In a stated issued on Tuesday, February 25th, 2020, NERC said all unmetered R2 and C1 customers should not be invoiced for the consumption of energy beyond the cap stipulated by it.
The capping of estimated bills took effect from February 20th, 2020.
The commission classified the basis of consumption into Residence (RS), Commercial (C1), Industrial, and Special.
“Discos shall ensure that all customers on tariff class A1 in their franchise areas are properly identified and metered by 30 April 2020. While all unmetered RS and C1 customers shall not be invoiced for the consumption of energy beyond the cap stipulated in schedule 1 of this order.
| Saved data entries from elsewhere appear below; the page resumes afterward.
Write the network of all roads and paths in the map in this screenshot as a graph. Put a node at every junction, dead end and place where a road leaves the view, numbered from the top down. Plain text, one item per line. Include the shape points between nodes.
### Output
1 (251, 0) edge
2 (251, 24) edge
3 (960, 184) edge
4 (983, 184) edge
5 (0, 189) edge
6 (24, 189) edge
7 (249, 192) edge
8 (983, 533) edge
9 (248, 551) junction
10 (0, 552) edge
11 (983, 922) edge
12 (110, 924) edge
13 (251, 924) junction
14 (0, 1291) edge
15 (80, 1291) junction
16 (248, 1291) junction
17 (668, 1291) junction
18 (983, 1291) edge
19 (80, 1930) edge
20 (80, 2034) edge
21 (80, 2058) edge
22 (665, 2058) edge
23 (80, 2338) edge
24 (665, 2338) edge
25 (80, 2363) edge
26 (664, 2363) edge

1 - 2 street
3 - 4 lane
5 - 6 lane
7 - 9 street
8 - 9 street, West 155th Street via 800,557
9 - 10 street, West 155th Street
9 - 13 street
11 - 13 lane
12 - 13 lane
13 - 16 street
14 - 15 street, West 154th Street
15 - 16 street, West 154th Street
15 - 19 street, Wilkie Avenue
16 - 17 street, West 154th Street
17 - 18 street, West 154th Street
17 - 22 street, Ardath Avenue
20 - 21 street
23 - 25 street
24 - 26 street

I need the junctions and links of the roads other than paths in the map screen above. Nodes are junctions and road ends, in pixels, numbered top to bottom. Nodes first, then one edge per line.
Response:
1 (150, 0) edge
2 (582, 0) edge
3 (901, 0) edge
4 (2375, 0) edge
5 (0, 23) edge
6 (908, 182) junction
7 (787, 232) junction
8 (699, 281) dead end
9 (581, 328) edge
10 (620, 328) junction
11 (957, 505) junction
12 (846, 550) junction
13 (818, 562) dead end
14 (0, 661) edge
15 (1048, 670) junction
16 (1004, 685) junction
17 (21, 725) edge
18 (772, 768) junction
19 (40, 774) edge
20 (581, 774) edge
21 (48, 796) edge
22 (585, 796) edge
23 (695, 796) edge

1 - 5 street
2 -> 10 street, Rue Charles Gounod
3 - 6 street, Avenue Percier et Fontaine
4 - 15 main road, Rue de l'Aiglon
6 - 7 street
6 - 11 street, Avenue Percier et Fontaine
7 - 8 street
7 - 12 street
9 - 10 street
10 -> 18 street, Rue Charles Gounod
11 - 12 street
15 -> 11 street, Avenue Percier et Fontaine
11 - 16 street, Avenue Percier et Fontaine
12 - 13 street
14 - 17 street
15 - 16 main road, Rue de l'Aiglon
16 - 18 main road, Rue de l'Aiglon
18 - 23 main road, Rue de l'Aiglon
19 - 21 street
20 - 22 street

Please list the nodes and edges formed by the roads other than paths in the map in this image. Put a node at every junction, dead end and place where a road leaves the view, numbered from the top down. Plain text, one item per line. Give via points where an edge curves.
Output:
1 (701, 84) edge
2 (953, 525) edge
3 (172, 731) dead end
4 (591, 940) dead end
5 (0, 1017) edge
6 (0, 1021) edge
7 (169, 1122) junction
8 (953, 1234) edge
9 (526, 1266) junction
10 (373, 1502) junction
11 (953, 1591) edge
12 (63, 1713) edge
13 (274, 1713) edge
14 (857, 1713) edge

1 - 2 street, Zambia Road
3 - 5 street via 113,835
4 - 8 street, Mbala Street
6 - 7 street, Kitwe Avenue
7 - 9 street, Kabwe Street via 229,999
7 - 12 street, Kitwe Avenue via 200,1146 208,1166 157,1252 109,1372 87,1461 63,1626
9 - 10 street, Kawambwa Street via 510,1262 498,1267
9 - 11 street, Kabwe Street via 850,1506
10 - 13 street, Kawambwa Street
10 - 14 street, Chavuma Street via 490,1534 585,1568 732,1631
“All R1 customers, who by definition consume no more than 50 kilowatt-hours (kWh) of energy per month, shall continue to be billed at N4 kWhr and a maximum of N200 per month unless otherwise amended by an order of the commission.
“Any customer on such higher tariff classes not metered beyond April 30, 2020, shall remain connected to supply without further payment to the Disco until a meter is installed on the premises under the framework of Meter Asset Provider (MAP) regulations or any other financing arrangement approved by the commission,” the statement added.
The commission said that the energy cap prescribed by the commission shall only apply to R2 and C1 customers, adding that all other customers on higher tariff classes must be metered by Discos no later than April 30, 2020, failing which these customers are not liable to pay any estimated bill issues by Discos.